Task requirements: Lines from the one with "Road topology of" through the end of the listing below are to be retyped exactly.

------------------------------------

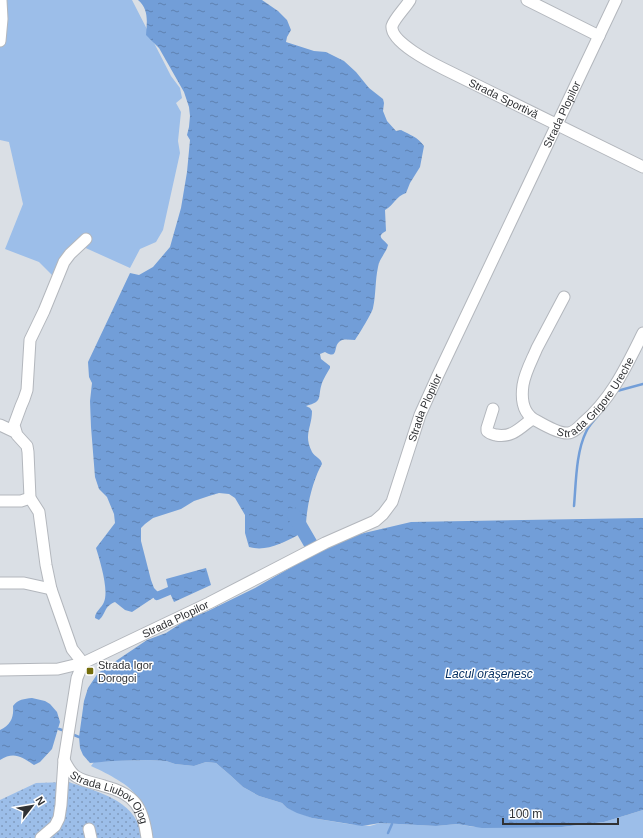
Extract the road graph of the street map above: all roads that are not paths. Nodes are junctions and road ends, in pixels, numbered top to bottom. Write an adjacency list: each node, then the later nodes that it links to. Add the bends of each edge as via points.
1 (1, 0): 6 (street)
2 (410, 0): 7 (street, Strada Sportivă, via 392,27 394,35 407,47 434,64)
3 (528, 0): 5 (street)
4 (616, 0): 5 (street, Strada Plopilor)
5 (599, 36): 7 (street, Strada Plopilor)
6 (0, 41)
7 (557, 124): 8 (street, Strada Sportivă); 20 (street, Strada Plopilor, via 420,415 389,508 368,524)
8 (643, 167)
9 (86, 239): 15 (street, via 64,262 30,340 27,390 15,422)
10 (564, 297): 13 (street, Strada Grigore Ureche, via 526,371 522,394 524,408)
11 (643, 333): 13 (street, Strada Grigore Ureche, via 608,396 580,426 572,432 564,433)
12 (493, 409): 13 (street, Strada Grigore Ureche, via 487,428 491,434 508,436)
13 (532, 419)
14 (0, 425): 15 (street)
15 (16, 432): 16 (street, via 27,446)
16 (30, 498): 17 (street, via 21,502); 19 (street, via 39,512)
17 (0, 501)
18 (0, 583): 19 (street, via 24,583)
19 (52, 589): 20 (street, via 72,649)
20 (83, 663): 21 (street, Strada Plopilor, via 58,669); 22 (street, via 78,678)
21 (0, 670)
22 (64, 760): 23 (street, via 59,818 55,826); 24 (street, Strada Liubov Ojog, via 76,777 116,789 129,797 140,809)
23 (41, 838)
24 (147, 838)

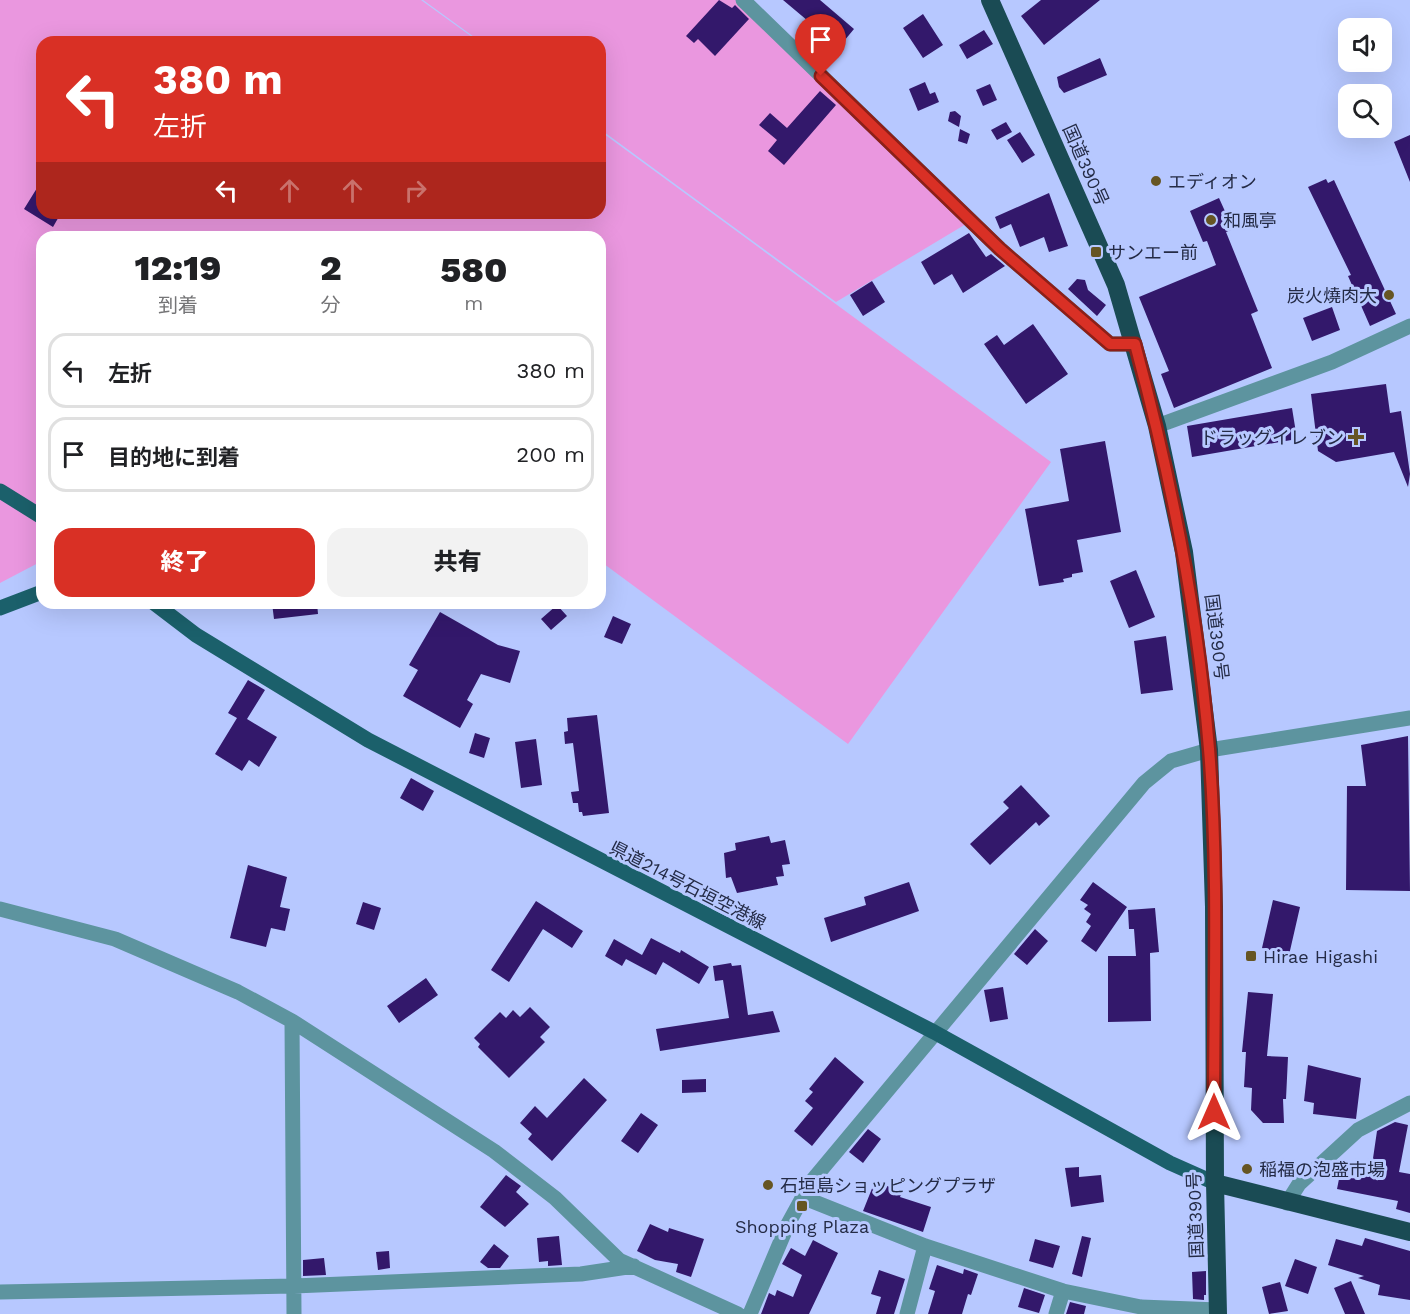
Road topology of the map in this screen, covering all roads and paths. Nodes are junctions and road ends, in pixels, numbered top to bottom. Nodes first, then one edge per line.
1 (743, 0) edge
2 (990, 0) edge
3 (1410, 326) edge
4 (1135, 344) junction
5 (1157, 426) junction
6 (0, 491) edge
7 (36, 513) edge
8 (36, 594) edge
9 (0, 608) edge
10 (162, 609) edge
11 (1410, 718) edge
12 (1209, 750) junction
13 (0, 909) edge
14 (292, 1021) junction
15 (934, 1032) junction
16 (1410, 1103) edge
17 (1215, 1183) junction
18 (802, 1197) junction
19 (1287, 1203) junction
20 (1410, 1232) edge
21 (925, 1246) junction
22 (634, 1266) junction
23 (294, 1286) junction
24 (1063, 1291) junction
25 (0, 1292) edge
26 (1218, 1312) edge
27 (294, 1314) edge
28 (738, 1314) edge
29 (750, 1314) edge
30 (908, 1314) edge
31 (1056, 1314) edge

1 - 4 street
2 - 4 highway, 国道390号
3 - 5 street
4 - 5 highway, 国道390号
5 - 12 highway, 国道390号
6 - 7 main road
8 - 9 main road
10 - 15 main road, 県道214号石垣空港線
11 - 12 street
12 - 15 street
12 - 17 highway, 国道390号
13 - 14 street
14 - 22 street
14 - 23 street
15 - 17 main road, 県道214号石垣空港線
15 - 18 street
16 - 19 street
17 - 19 highway
17 - 26 highway, 国道390号
18 - 21 street
18 - 29 street
19 - 20 highway
21 - 24 street
21 - 30 street
22 - 23 street
22 - 28 street
23 - 25 street
23 - 27 street
24 - 26 street
24 - 31 street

------------------------------------

Final answer:
Road topology of the map in this screen, covering all roads and paths. Nodes are junctions and road ends, in pixels, numbered top to bottom. Nodes first, then one edge per line.
1 (743, 0) edge
2 (990, 0) edge
3 (1410, 326) edge
4 (1135, 344) junction
5 (1157, 426) junction
6 (0, 491) edge
7 (36, 513) edge
8 (36, 594) edge
9 (0, 608) edge
10 (162, 609) edge
11 (1410, 718) edge
12 (1209, 750) junction
13 (0, 909) edge
14 (292, 1021) junction
15 (934, 1032) junction
16 (1410, 1103) edge
17 (1215, 1183) junction
18 (802, 1197) junction
19 (1287, 1203) junction
20 (1410, 1232) edge
21 (925, 1246) junction
22 (634, 1266) junction
23 (294, 1286) junction
24 (1063, 1291) junction
25 (0, 1292) edge
26 (1218, 1312) edge
27 (294, 1314) edge
28 (738, 1314) edge
29 (750, 1314) edge
30 (908, 1314) edge
31 (1056, 1314) edge

1 - 4 street
2 - 4 highway, 国道390号
3 - 5 street
4 - 5 highway, 国道390号
5 - 12 highway, 国道390号
6 - 7 main road
8 - 9 main road
10 - 15 main road, 県道214号石垣空港線
11 - 12 street
12 - 15 street
12 - 17 highway, 国道390号
13 - 14 street
14 - 22 street
14 - 23 street
15 - 17 main road, 県道214号石垣空港線
15 - 18 street
16 - 19 street
17 - 19 highway
17 - 26 highway, 国道390号
18 - 21 street
18 - 29 street
19 - 20 highway
21 - 24 street
21 - 30 street
22 - 23 street
22 - 28 street
23 - 25 street
23 - 27 street
24 - 26 street
24 - 31 street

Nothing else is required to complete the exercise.